Mechanisms of Intracellular Killing

• Recognition and Phagocytosis: Phagocytic cells use pattern recognition receptors (PRRs) to recognize and engulf pathogens via pathogen-associated molecular patterns (PAMPs).

• Phagosome Formation: The engulfed pathogen is enclosed within a phagosome.

• Formation of the Phagolysosome: Phagosomes fuse with lysosomes, creating a phagolysosome containing antimicrobial substances.

• Respiratory Burst (Oxidative Burst): Rapid increase in oxygen consumption and production of reactive oxygen species (ROS) within the phagolysosome.

• Activation of NADPH Oxidase: NADPH oxidase is activated and moves to the phagosome membrane.

• Production of Superoxide Anion (O2·-): NADPH oxidase generates superoxide anion by transferring electrons from NADPH to oxygen.

• Formation of Reactive Oxygen Species (ROS): Superoxide anion leads to the formation of other ROS, like hydrogen peroxide (H2O2) and hydroxyl radicals (OH·).

• Antimicrobial Activity: ROS damage proteins, lipids, and nucleic acids, aiding in pathogen destruction.

• Activation of Other Antimicrobial Mechanisms: Antimicrobial substances like peptides and lysozyme are released, enhancing killing.

• Resolution of Inflammation: Anti-inflammatory signals resolve inflammation and prevent tissue damage after pathogens are neutralized.

• Effective Microbial Killing: ROS effectively kill microorganisms.

• Contribution to Immune Defense: Oxidative burst is essential for innate immunity.

• Link to Immunodeficiencies: Deficiencies in NADPH oxidase can lead to immunodeficiencies like chronic granulomatous disease (CGD).

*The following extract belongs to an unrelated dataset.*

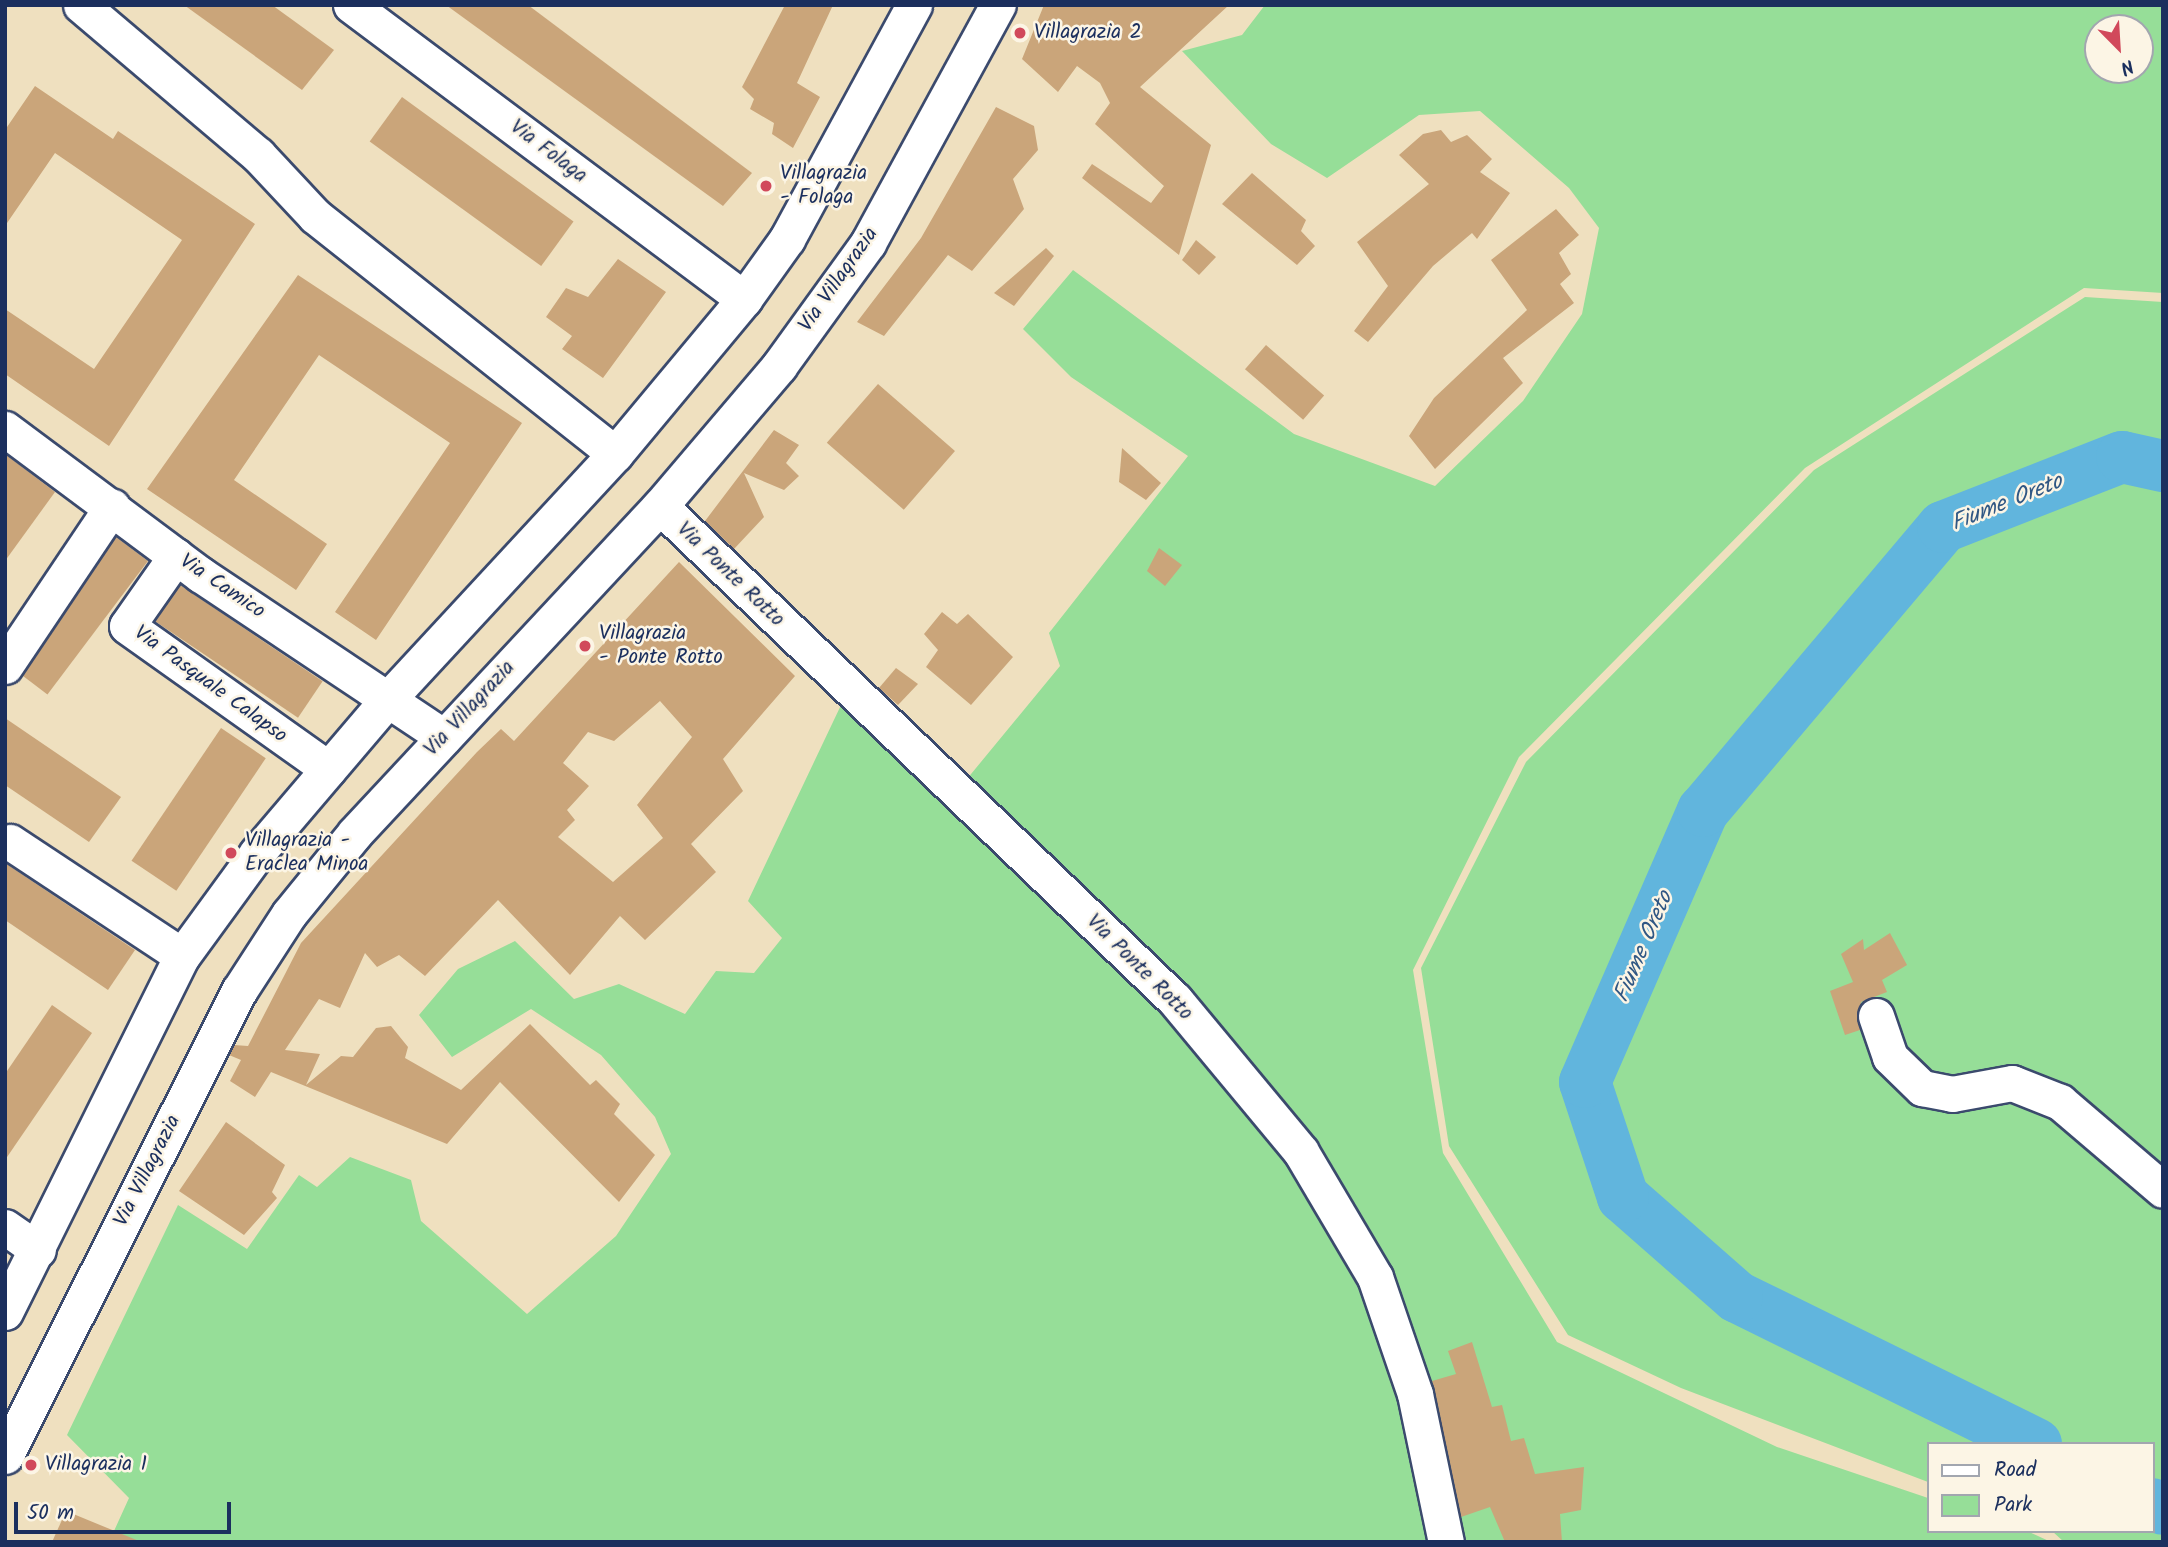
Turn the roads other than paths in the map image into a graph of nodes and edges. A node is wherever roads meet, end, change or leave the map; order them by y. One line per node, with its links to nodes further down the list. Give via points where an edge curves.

• During oxidative burst, the cell uses oxygen to produce toxic oxygen metabolites targeting microbes

• NADPH oxidase reduces oxygen to form superoxide anion (O2-), damaging microbial DNA and proteins.

• Myeloperoxidase catalyzes the reaction between hydrogen peroxide and chloride ions to produces hypochlorite, effectively killing microbes.

• Inducible nitric oxide synthase (iNOS) converts arginine into nitric oxide (NO), which is toxic to microbes.

• Nitric oxide combines with superoxide to form peroxynitrite (ONOO-), a damaging molecule.

• Lysozyme breaks down peptidoglycan in bacterial cell walls, causing them to burst

• Defensins are antimicrobial peptides that create holes in microbial membranes, leading to lysis and death

• Macrophages and neutrophils patrol the body, ingesting debris, bacteria, and dead cells.

• A strep attaches to macrophage receptors, which extends pseudopods.

• The strep is engulfed by the cell membrane, forming a phagosome.

• An electron pump lowers the pH inside the phagosome.

• The phagosome fuses with a lysosome, forming a phagolysosome containing digestive enzymes.

• Lysosomal enzymes in the phagolysosome destroy the bacteria with the help of an acidic pH.

• The macrophage expels the leftovers into the extracellular space.